← Back to Projects Chicago Taxi Market Analysis demo
01

Problem

A new rideshare company entering the Chicago taxi market needs to know where to compete, not just that competition exists. Raw trip data from November 2017 reveals a market that looks open on the surface but is heavily concentrated in practice — a handful of companies dominate volume, and a small number of neighborhoods generate the majority of rides. For a business analyst, the challenge is turning that raw data into defensible claims: which companies lead, which drop-off zones matter most, and whether external factors like weather measurably affect the routes that matter. Answering those questions requires more than counting rows — it requires SQL to extract structured data, Python to analyze it, and formal statistical testing to move from "it looks like" to "the data shows." This project worked through all three layers to produce conclusions that could survive scrutiny.


02

Solution

The project used SQL queries to pull structured trip data from a relational database, then imported the resulting CSVs into Python for exploratory analysis and hypothesis testing. Exploratory analysis identified the top taxi companies by November 2017 trip volume and the most popular drop-off neighborhoods, surfacing Flash Cab's dominance and the Loop's outsized share of trips. The second phase formalized the weather analysis as a proper hypothesis test: the null hypothesis that rain and bad weather have no effect on average trip duration from the Loop to O'Hare was tested against the alternative. The result — t-statistic of 6.84, p-value approaching zero — rejected the null hypothesis with high confidence, confirming that bad weather adds a statistically significant 20.6% to average trip duration on that route. Framing the analysis as a hypothesis test rather than a visual observation is the difference between a claim and evidence.


03

Skills Acquired

The story the data tells is more specific — and more surprising — than the headline numbers suggest.


04

Deep Dive

Chicago has hundreds of taxi companies operating on the same streets. On the surface, it looks like open competition — but data tells a different story. One weekend in November 2017, Flash Cab logged nearly 20,000 rides while most of the field was fighting over a fraction of that. And certain neighborhoods consistently absorbed far more traffic than others.

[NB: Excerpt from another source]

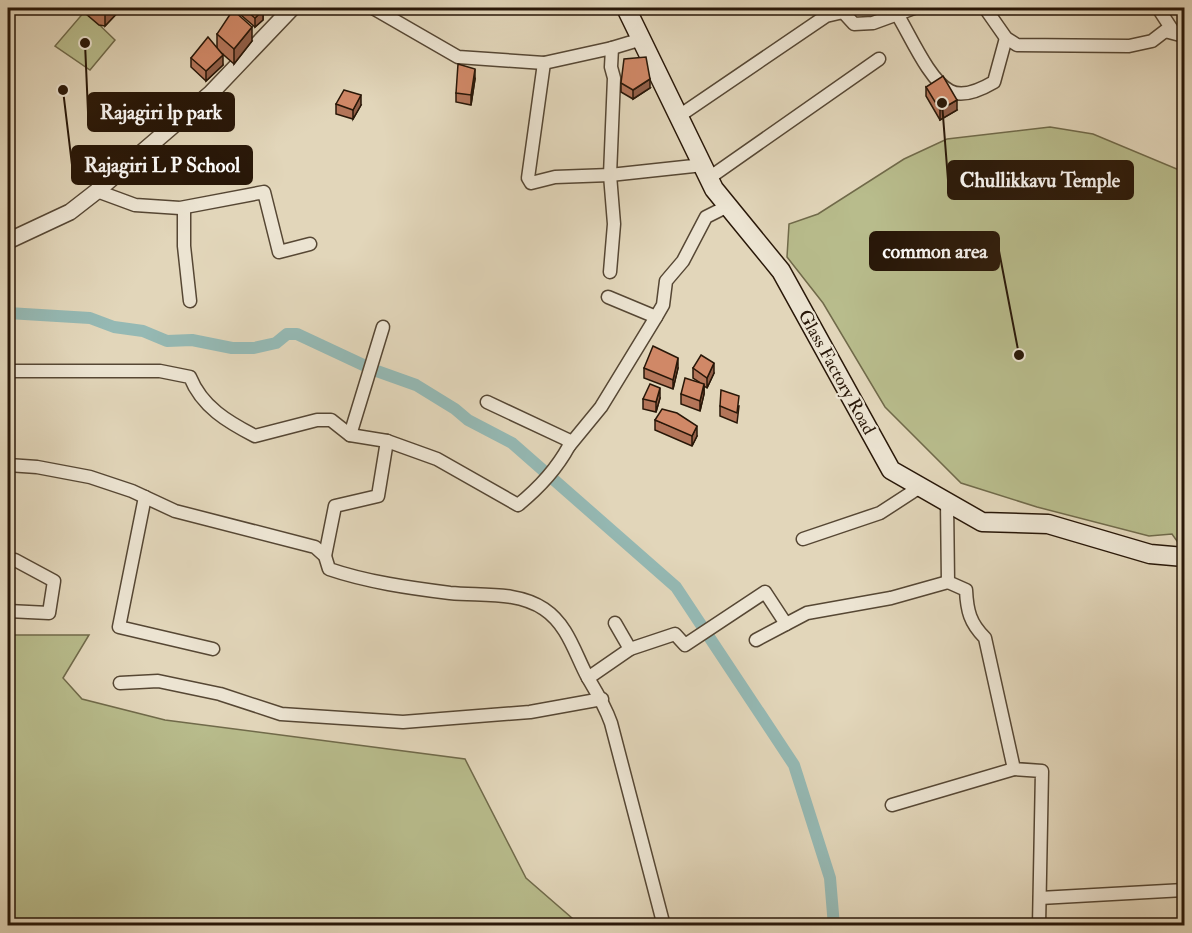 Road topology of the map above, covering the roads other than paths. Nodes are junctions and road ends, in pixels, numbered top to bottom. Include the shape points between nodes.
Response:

That's the EDA side. But this project went further: I also wanted to answer a question anyone who has hailed a cab to O'Hare has probably wondered — does bad weather actually make that ride longer? Not anecdotally. Statistically.

This was Sprint 7 of my TripleTen AI and Machine Learning Bootcamp — my first project combining SQL-sourced data, exploratory analysis, and a formal hypothesis test. Less about prediction, more about asking the right question and proving the answer rigorously.

Why This Project?

Up to Sprint 7, most of my work was preprocessing and getting familiar with pandas. This sprint introduced a new workflow: use SQL to pull structured datasets from a database, then bring them into Python for analysis. The SQL part was pre-executed — the CSVs were already waiting — but understanding what the queries were doing and why the data looked the way it did was part of the exercise.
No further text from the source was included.